ABOUT THIS TASK ▸ An unchanged copy of each entry below is needed; keep the pictures out of it.

EXCERPTED RECORDS ▸
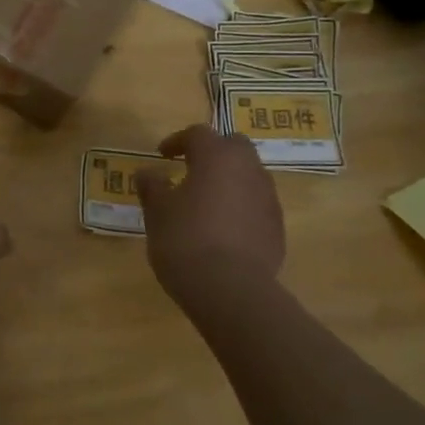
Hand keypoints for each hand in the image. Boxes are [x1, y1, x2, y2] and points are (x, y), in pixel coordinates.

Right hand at [136, 125, 285, 292]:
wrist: (231, 290)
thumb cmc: (185, 240)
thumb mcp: (157, 212)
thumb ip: (152, 186)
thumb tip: (148, 173)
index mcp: (217, 157)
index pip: (198, 133)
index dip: (178, 141)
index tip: (162, 156)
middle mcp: (248, 169)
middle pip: (233, 146)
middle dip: (213, 152)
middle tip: (191, 169)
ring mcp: (268, 198)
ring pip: (249, 175)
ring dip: (229, 180)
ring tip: (207, 202)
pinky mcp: (277, 227)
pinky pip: (257, 205)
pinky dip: (241, 207)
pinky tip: (223, 230)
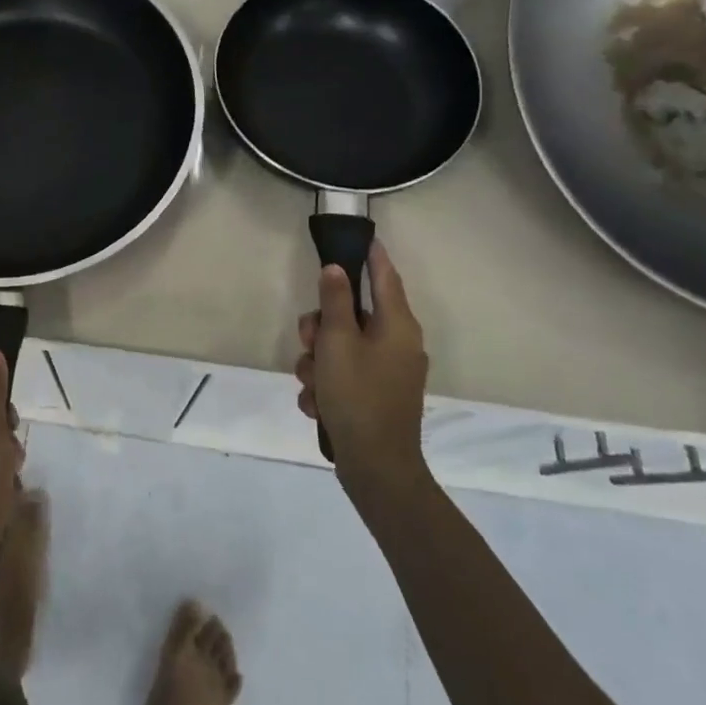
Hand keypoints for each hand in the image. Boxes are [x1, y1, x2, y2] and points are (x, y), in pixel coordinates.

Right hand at [295, 243, 429, 486]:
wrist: (376, 468)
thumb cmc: (357, 396)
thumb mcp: (337, 342)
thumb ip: (335, 301)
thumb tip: (337, 269)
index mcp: (397, 326)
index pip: (385, 276)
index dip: (372, 255)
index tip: (360, 236)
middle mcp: (398, 344)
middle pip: (352, 315)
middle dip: (321, 328)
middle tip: (307, 342)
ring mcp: (389, 372)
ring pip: (341, 347)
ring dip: (317, 362)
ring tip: (310, 385)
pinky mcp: (377, 396)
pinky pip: (345, 375)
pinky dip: (327, 385)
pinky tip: (317, 404)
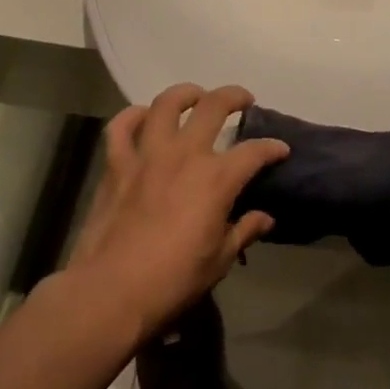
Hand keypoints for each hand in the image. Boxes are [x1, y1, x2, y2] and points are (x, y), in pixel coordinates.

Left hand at [68, 84, 288, 336]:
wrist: (109, 294)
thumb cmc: (172, 281)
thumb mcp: (218, 261)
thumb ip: (243, 231)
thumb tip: (265, 218)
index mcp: (216, 178)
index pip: (254, 151)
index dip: (272, 148)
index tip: (281, 150)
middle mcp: (185, 154)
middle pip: (214, 106)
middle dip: (235, 97)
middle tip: (243, 100)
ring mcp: (148, 155)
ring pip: (166, 104)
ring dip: (185, 94)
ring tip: (195, 96)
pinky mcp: (116, 165)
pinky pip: (121, 127)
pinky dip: (132, 116)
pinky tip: (142, 116)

FINAL ANSWER ▸
Hand keypoints for each hand in the image. Boxes are [x1, y1, x2, y2] and points are (x, y), in pixel coordinates.

Right hand at [136, 125, 285, 292]:
wrist: (231, 290)
thumb cmc: (185, 240)
thumb mcp: (157, 212)
thumb ip: (152, 186)
thumb tip: (148, 173)
index mcp: (217, 157)
index pip: (198, 133)
index dip: (178, 141)
index tip: (162, 156)
middle mcp: (248, 169)
middle pip: (233, 146)
middle dip: (213, 152)
middle tip: (191, 169)
ring mcp: (268, 198)
ring pip: (249, 175)
ring dip: (229, 180)
ring tip: (207, 202)
pinky mcp: (277, 227)
pinky pip: (257, 205)
pinky dip: (241, 207)
pinky tip: (223, 230)
Hand keypoints for each hand in the image. Boxes are [x1, y1, x2, y2] and points are (x, y), in pixel coordinates.

Right hand at [295, 243, 429, 486]:
wrist: (376, 468)
thumb cmc: (357, 396)
thumb mcp: (337, 342)
thumb ip: (335, 301)
thumb tip: (337, 269)
index mcp: (397, 326)
index pip: (385, 276)
index dip: (372, 255)
index tip: (360, 236)
middle mcp: (398, 344)
middle pip: (352, 315)
middle dip: (321, 328)
middle tip: (307, 342)
ring mcp: (389, 372)
ring pip: (341, 347)
ring dip: (317, 362)
ring tip: (310, 385)
pinky mcp: (377, 396)
pinky pip: (345, 375)
pinky dip: (327, 385)
pinky tip: (317, 404)
Hand keypoints for each hand in the image. Boxes are [x1, y1, x2, y2] and points are (x, y), in pixel coordinates.

Left hand at [68, 84, 288, 336]:
wrist: (109, 294)
thumb cmc: (172, 281)
thumb mcp: (218, 261)
thumb ip: (243, 231)
thumb tip: (265, 218)
index mcp: (216, 178)
index pip: (254, 151)
index dip: (272, 148)
index tip: (281, 150)
middle mcp: (185, 154)
middle pip: (214, 106)
middle dip: (235, 97)
middle tip: (243, 100)
ring mcp: (148, 155)
ring pip: (166, 104)
ring dip: (185, 94)
ring tip: (195, 96)
pinky mcp: (116, 165)
pinky pip: (121, 127)
pinky dip: (132, 116)
pinky tip: (142, 116)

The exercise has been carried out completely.